Standing on the National Mall in Washington, D.C., on a rainy Saturday morning, 20-year-old Kibiriti Majuto tells me there’s something he doesn’t understand. He gestures to the U.S. Capitol building looming tall in the distance, and asks: If the vast majority of scientists believe in climate change, then why is the government not taking action?

Behind him, a crowd of young people wear shirts with slogans like “Choose a cooler world” and hold up hand-drawn signs that read “Youth for climate action now.” Xiuhtezcatl Martinez, an indigenous hip-hop artist, raps in the background, “Fight for the cause, die for the dream.”

When the group begins to march, Majuto’s near the front. Megaphone in hand, rain pouring down, he leads a chant, shouting, “What time is it?” The crowd, headed toward the Capitol, yells back, “Zero Hour!”

This is the Zero Hour climate march, a movement led by POC youth.

Majuto is the main author of the Zero Hour platform, the core set of the marchers’ demands. Hundreds of people — many of them young — braved the weather to attend the national march, while others gathered for sister marches all around the country. These Gen-Zers want action on climate change, and they want it now.

Founded by 16-year-old Jamie Margolin last summer, Zero Hour has been picking up steam, sorting out march logistics, and getting big-name environmental partners on board– all while trying to get their schoolwork done.

On the eve of the march, I spoke with Majuto about his experiences as a youth climate organizer. He’s part of Earth Guardians, an international group of young climate activists who Margolin reached out to for help. Six months ago, he stepped up.

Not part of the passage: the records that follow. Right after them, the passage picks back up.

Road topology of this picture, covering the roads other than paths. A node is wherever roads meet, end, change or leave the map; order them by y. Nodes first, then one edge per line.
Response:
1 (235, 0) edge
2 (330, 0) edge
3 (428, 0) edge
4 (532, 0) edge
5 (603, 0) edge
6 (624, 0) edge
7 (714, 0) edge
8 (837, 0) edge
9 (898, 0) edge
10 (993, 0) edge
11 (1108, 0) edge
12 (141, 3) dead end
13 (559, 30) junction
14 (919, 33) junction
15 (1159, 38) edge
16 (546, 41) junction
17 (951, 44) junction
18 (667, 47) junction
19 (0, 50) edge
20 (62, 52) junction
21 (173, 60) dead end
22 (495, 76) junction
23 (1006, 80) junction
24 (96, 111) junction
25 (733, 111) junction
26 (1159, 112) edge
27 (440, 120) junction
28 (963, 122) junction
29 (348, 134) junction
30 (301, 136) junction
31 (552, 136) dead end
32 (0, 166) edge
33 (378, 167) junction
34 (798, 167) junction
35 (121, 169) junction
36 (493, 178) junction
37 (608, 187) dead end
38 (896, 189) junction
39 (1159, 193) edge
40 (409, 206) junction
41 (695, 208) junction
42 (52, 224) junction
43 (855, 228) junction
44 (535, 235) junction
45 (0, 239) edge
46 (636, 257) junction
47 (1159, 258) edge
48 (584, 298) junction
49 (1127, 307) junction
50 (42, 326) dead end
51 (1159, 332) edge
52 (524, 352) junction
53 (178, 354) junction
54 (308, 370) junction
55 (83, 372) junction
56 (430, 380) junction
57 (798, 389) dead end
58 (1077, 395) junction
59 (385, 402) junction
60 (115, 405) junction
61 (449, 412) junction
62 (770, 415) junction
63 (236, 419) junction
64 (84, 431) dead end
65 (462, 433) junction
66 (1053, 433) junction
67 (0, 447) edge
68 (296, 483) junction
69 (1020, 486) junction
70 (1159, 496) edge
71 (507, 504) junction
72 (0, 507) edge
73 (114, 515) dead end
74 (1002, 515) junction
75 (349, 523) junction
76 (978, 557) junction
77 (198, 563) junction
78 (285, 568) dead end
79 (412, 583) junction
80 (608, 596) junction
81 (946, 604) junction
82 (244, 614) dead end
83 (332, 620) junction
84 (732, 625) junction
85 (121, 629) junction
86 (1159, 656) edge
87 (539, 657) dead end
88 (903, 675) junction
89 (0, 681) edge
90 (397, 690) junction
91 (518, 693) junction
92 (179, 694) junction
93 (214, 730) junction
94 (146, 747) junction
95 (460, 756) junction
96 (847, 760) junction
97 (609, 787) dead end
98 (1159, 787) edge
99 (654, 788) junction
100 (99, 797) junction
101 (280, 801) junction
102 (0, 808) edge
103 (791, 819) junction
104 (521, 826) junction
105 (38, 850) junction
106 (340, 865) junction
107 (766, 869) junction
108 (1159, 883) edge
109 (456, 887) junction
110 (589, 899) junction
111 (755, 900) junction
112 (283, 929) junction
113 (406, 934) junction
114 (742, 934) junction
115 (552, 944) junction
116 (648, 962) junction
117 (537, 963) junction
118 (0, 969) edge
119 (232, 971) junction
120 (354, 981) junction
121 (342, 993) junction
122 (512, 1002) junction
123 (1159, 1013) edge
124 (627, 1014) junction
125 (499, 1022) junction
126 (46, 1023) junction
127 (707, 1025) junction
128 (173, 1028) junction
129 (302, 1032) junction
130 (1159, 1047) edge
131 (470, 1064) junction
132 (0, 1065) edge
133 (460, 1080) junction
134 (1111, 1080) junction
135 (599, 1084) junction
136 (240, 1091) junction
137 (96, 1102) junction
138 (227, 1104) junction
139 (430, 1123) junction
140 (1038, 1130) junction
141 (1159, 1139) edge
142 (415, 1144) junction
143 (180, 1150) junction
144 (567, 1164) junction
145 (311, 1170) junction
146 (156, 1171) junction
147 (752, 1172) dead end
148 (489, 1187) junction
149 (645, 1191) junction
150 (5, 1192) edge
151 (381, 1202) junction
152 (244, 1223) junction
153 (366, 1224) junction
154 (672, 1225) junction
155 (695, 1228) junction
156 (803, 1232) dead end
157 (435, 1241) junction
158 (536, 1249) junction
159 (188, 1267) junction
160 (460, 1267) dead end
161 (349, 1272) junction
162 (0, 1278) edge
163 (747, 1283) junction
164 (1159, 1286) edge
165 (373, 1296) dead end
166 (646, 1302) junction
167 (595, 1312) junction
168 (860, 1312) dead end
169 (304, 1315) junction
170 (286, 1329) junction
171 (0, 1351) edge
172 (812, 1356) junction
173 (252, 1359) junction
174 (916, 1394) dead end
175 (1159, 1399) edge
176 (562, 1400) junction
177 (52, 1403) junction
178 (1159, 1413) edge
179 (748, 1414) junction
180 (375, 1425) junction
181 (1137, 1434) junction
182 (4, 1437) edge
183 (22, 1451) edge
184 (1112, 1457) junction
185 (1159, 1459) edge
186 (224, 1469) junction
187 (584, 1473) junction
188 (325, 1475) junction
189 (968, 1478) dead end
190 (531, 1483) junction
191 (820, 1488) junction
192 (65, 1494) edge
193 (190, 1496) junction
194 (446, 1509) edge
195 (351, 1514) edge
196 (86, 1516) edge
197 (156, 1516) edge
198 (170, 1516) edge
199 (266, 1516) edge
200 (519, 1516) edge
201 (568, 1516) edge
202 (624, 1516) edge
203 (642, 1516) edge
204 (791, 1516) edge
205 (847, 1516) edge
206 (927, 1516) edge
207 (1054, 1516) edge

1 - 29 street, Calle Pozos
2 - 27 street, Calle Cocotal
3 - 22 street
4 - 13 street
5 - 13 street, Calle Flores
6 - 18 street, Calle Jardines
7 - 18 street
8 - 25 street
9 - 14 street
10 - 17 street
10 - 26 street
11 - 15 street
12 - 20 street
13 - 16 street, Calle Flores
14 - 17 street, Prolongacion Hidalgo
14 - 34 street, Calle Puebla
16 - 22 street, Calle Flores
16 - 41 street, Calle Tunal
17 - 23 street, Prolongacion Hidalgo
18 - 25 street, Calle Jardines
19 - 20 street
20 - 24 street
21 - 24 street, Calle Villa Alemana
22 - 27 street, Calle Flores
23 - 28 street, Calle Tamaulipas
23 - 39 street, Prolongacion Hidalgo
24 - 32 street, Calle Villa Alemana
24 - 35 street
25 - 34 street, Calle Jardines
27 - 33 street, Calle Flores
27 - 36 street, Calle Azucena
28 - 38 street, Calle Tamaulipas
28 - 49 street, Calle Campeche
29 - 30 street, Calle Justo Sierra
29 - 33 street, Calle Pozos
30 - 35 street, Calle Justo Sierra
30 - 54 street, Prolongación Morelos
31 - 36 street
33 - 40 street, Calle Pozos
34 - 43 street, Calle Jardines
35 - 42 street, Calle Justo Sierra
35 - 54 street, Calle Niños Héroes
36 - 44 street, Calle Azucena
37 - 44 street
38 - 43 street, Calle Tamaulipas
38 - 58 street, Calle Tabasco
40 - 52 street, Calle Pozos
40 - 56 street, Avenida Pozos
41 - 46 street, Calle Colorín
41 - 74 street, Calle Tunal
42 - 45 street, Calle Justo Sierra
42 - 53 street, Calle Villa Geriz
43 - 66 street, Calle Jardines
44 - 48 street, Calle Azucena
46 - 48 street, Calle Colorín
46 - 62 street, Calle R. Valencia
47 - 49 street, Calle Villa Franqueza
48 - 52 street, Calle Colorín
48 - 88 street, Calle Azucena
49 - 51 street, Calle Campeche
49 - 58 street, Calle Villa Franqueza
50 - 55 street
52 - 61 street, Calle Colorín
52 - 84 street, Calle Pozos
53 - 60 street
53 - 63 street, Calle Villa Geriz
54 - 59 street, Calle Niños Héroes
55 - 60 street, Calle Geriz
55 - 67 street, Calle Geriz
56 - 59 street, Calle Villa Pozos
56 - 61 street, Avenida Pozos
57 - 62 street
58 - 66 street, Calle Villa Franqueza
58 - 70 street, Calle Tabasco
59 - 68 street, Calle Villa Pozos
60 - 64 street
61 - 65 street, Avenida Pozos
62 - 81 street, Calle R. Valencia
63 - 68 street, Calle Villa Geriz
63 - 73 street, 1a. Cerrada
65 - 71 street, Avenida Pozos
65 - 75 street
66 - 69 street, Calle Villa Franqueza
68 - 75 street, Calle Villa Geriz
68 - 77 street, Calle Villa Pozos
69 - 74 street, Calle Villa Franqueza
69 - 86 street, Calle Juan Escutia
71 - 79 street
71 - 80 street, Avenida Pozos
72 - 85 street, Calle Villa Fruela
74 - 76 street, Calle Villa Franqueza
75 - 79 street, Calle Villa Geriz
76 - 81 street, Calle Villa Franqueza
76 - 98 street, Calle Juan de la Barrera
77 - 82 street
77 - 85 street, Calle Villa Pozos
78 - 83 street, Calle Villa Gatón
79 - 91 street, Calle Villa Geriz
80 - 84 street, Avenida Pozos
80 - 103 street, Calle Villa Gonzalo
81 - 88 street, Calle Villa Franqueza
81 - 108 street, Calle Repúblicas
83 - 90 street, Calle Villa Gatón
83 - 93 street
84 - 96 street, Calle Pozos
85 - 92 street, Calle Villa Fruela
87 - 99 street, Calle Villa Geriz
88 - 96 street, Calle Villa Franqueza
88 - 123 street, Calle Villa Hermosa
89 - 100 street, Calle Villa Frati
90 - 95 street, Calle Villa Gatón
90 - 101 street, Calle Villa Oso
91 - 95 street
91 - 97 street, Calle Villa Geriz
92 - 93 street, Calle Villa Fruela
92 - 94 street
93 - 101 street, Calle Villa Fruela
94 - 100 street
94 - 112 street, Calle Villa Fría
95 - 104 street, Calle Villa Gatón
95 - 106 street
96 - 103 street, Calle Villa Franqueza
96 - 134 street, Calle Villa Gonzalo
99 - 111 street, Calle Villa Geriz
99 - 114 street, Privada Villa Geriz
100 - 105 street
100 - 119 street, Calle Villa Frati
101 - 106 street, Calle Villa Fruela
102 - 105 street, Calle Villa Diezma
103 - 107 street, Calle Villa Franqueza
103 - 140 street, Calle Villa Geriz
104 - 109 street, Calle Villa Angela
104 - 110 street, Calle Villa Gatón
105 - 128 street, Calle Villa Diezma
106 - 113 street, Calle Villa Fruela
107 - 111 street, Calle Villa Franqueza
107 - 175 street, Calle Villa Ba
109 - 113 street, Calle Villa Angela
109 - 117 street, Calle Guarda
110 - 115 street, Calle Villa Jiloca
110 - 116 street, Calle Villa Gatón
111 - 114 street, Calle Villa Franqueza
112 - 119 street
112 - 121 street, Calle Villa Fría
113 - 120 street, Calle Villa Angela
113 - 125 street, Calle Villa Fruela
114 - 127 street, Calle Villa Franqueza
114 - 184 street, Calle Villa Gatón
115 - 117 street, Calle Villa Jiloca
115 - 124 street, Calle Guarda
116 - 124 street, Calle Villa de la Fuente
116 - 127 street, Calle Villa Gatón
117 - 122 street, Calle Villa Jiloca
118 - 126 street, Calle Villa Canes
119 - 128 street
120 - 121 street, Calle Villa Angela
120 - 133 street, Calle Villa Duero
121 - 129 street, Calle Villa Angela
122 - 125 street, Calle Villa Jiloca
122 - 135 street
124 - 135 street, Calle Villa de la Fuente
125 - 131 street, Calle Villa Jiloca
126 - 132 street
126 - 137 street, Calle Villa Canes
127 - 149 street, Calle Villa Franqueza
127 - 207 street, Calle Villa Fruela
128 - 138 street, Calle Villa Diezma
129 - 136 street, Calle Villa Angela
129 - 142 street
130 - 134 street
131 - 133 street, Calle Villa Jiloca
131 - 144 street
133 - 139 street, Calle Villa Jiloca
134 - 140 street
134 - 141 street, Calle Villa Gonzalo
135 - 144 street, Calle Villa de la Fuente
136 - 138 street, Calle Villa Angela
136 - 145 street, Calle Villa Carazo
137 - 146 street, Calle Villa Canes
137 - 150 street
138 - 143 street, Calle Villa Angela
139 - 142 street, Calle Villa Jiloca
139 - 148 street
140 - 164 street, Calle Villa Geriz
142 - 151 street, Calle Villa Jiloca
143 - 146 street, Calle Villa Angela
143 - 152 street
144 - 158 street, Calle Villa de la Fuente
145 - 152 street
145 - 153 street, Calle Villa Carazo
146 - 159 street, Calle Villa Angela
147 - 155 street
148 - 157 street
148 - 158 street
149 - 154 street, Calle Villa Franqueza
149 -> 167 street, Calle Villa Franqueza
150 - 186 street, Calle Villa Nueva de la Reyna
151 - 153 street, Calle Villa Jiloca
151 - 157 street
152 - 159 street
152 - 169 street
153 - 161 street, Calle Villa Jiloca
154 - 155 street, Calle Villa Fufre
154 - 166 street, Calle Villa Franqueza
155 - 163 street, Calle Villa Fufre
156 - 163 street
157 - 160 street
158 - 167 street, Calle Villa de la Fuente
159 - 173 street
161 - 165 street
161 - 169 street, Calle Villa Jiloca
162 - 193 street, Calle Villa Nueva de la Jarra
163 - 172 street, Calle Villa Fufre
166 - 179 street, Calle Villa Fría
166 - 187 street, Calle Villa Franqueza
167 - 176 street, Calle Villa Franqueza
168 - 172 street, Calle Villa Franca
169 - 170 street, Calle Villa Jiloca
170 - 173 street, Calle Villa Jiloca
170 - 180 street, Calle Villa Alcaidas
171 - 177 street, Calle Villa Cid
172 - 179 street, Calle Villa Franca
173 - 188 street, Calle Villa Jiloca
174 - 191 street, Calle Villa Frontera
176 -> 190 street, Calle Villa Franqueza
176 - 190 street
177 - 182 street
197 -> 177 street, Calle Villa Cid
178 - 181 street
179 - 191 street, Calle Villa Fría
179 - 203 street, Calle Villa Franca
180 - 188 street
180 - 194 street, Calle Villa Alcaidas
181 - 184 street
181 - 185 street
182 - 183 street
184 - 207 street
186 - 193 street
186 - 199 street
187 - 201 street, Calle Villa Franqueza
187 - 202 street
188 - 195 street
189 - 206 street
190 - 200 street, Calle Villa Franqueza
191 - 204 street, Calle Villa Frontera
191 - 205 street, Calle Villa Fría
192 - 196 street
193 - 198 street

Majuto is a refugee from the Democratic Republic of the Congo. His family fled to escape conflict, first for South Africa. He eventually found himself in Charlottesville, Virginia, where he attends Piedmont Virginia Community College.

He came to the U.S. in 2012, flying over the Statue of Liberty into JFK airport. In some ways, America was as he imagined. What he didn’t expect to see was so much poverty. He recalls a trip to Baltimore, about a year after he moved to the U.S., where he was shocked to see a lot of poor people, many of them black. This didn’t fit with his utopian image of America. “What went wrong?” he thought to himself.

To answer that question, Majuto read up on American history. His takeaway: The U.S. tends to address the needs of middle-class families, not people in poverty. That’s an issue he’s trying to address in the Zero Hour platform. He asks, “Who’s the most impacted? How do we start at the bottom and go up?”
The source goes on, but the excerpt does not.